Turkish Journal of Medical Sciences




Background/aim: The aim of this study was to evaluate the efficiency of in vitro embryo splitting (IES) procedures. We also assessed the quality of the blastocysts developed from embryos obtained from different sources. Materials and methods: Good quality embryos at 6-8-cell stages were categorized according to their fertilization sources: 1) frozenwarmed donated embryos, 2) chromosomally abnormal embryos, 3) parthenogenetic embryos, and 4) embryos derived from fertilization of in vitro matured oocytes (rescue IVM). After IES, splitting and developmental efficiency was assessed. Furthermore, the quality of the developed blastocysts was evaluated by Hoechst and propidium iodide (PI) staining. Results: The data showed a high rate of both splitting and developmental efficiency in the frozen-warmed embryos after IES (140% and 71.7%, respectively), followed by chromosomally abnormal embryos (96.8% and 52.5%, respectively).
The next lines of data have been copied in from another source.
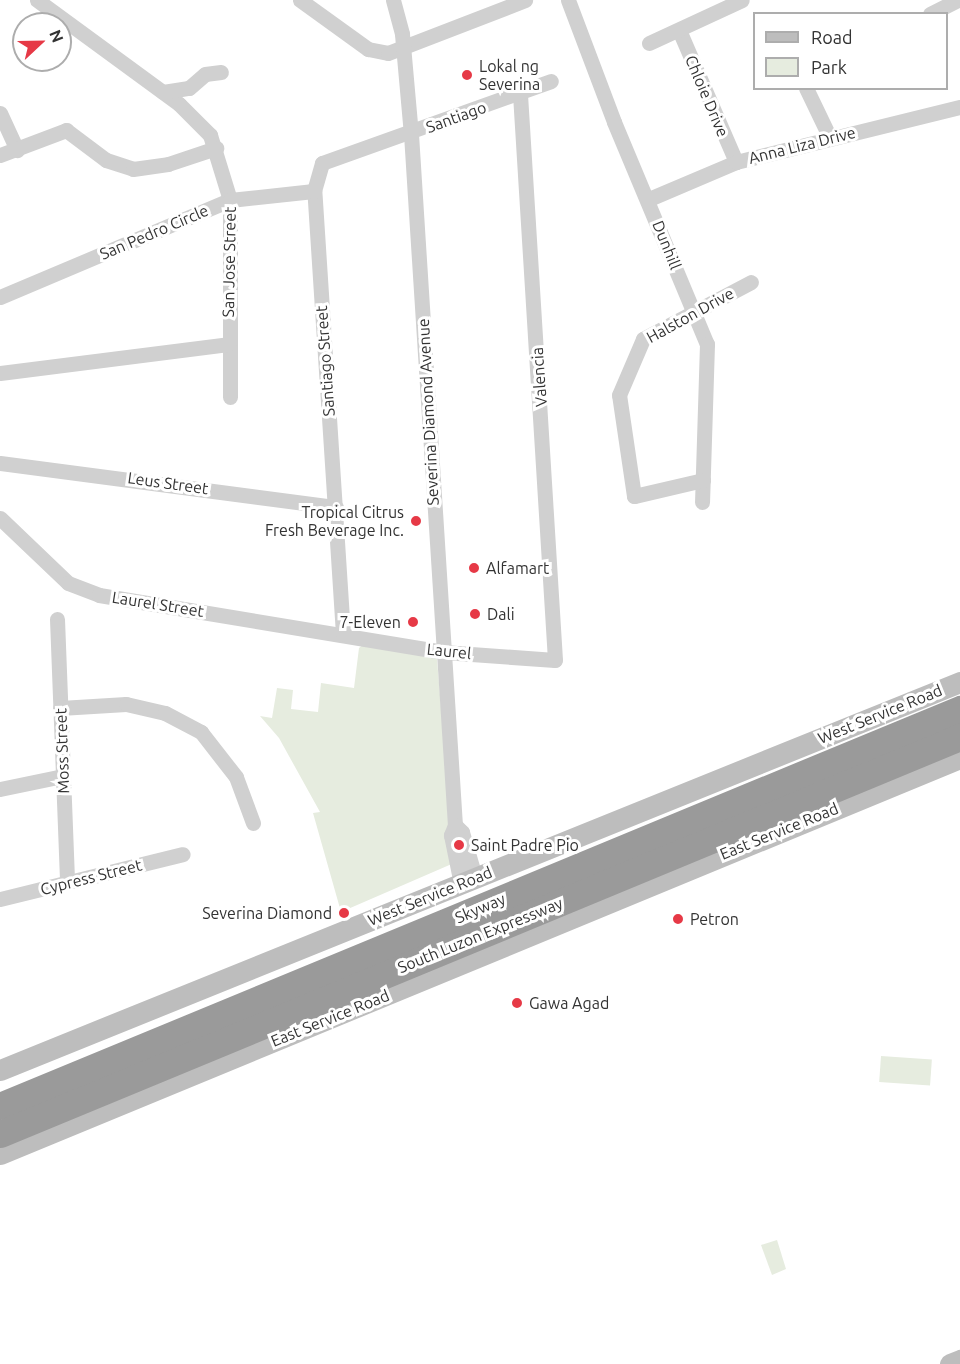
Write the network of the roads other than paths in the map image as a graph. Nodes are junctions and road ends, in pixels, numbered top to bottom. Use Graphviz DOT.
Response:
graph roads {
  1 [pos="37,0"];
  2 [pos="300,0"];
  3 [pos="393,0"];
  4 [pos="525,0"];
  5 [pos="568,0"];
  6 [pos="742,0"];
  7 [pos="958,0"];
  8 [pos="934,12"];
  9 [pos="679,30"];
  10 [pos="649,43"];
  11 [pos="404,49"];
  12 [pos="221,72"];
  13 [pos="551,81"];
  14 [pos="807,90"];
  15 [pos="163,92"];
  16 [pos="520,94"];
  17 [pos="960,107"];
  18 [pos="0,113"];
  19 [pos="411,134"];
  20 [pos="830,138"];
  21 [pos="393,140"];
  22 [pos="216,148"];
  23 [pos="17,150"];
  24 [pos="0,155"];
  25 [pos="736,162"];
  26 [pos="314,191"];
  27 [pos="649,199"];
  28 [pos="230,200"];
  29 [pos="751,282"];
  30 [pos="0,297"];
  31 [pos="694,312"];
  32 [pos="228,344"];
  33 [pos="0,373"];
  34 [pos="230,397"];
  35 [pos="0,463"];
  36 [pos="703,480"];
  37 [pos="702,502"];
  38 [pos="336,507"];
  39 [pos="0,518"];
  40 [pos="57,619"];
  41 [pos="343,634"];
  42 [pos="443,652"];
  43 [pos="555,660"];
  44 [pos="960,682"];
  45 [pos="960,698"];
  46 [pos="60,708"];
  47 [pos="960,709"];
  48 [pos="960,728"];
  49 [pos="960,737"];
  50 [pos="960,758"];
  51 [pos="63,776"];
  52 [pos="0,789"];
  53 [pos="254,823"];
  54 [pos="183,854"];
  55 [pos="468,881"];
  56 [pos="67,884"];
  57 [pos="0,899"];
  58 [pos="0,1070"];
  59 [pos="0,1094"];
  60 [pos="0,1106"];
  61 [pos="0,1124"];
  62 [pos="0,1134"];
  63 [pos="0,1154"];
  64 [pos="960,1360"];
  65 [pos="950,1364"];
  1 -- 15 [label="street, San Jose Street"];
  2 -- 11 [label="street"];
  3 -- 11 [label="street, Severina Diamond Avenue"];
  4 -- 11 [label="street"];
  5 -- 27 [label="street, Dunhill"];
  6 -- 9 [label="street"];
  7 -- 8 [label="street"];
  9 -- 10 [label="street"];
  9 -- 25 [label="street, Chloie Drive"];
  11 -- 19 [label="street, Severina Diamond Avenue"];
  12 -- 15 [label="street"];
  13 -- 16 [label="street, Santiago"];
  14 -- 20 [label="street"];
  15 -- 22 [label="street, San Jose Street"];
  16 -- 19 [label="street, Santiago"];
  16 -- 43 [label="street, Valencia"];
  17 -- 20 [label="street, Anna Liza Drive"];
  18 -- 23 [label="street"];
  19 -- 21 [label="street, Santiago"];
  19 -- 42 [label="street, Severina Diamond Avenue"];
  20 -- 25 [label="street, Anna Liza Drive"];
  21 -- 26 [label="street, Santiago Street"];
  22 -- 23 [label="street"];
  22 -- 28 [label="street, San Jose Street"];
  23 -- 24 [label="street"];
  25 -- 27 [label="street, Anna Liza Drive"];
  26 -- 28 [label="street, San Pedro Circle"];
  26 -- 38 [label="street, Santiago Street"];
  27 -- 31 [label="street, Dunhill"];
  28 -- 30 [label="street, San Pedro Circle"];
  28 -- 32 [label="street, San Jose Street"];
  29 -- 31 [label="street, Halston Drive"];
  31 -- 36 [label="street, Dunhill"];
  31 -- 36 [label="street, Halston Drive"];
  32 -- 33 [label="street"];
  32 -- 34 [label="street, San Jose Street"];
  35 -- 38 [label="street, Leus Street"];
  36 -- 37 [label="street, Dunhill"];
  38 -- 41 [label="street, Santiago Street"];
  39 -- 41 [label="street, Laurel Street"];
  40 -- 46 [label="street, Moss Street"];
  41 -- 42 [label="street, Laurel"];
  42 -- 43 [label="street, Laurel"];
  42 -- 55 [label="street, Severina Diamond Avenue"];
  44 -- 55 [label="main road, West Service Road"];
  45 -- 59 [label="highway"];
  46 -- 51 [label="street, Moss Street"];
  46 -- 53 [label="street"];
  47 -- 60 [label="highway, Skyway"];
  48 -- 61 [label="highway, Skyway"];
  49 -- 62 [label="highway, South Luzon Expressway"];
  50 -- 63 [label="main road, East Service Road"];
  51 -- 52 [label="street"];
  51 -- 56 [label="street, Moss Street"];
  54 -- 56 [label="street, Cypress Street"];
  55 -- 58 [label="main road, West Service Road"];
  56 -- 57 [label="street, Cypress Street"];
  64 -- 65 [label="main road"];
}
Results of the Hoechst and PI staining showed that the mean ± SD cell numbers of the control group were higher (113.11 ± 16.01) than that of twins A (donor blastomeres embryos, 58 ± 12.2) and B (recipient blastomeres embryos, 50.4 ± 8.5), respectively. Conclusion: Chromosomally normal embryos enrolled in IES are more potent to develop into viable blastocysts. For research purposes, 1PN and 3PN embryos are the best options for splitting procedures, regardless of the poor quality of developed blastocysts.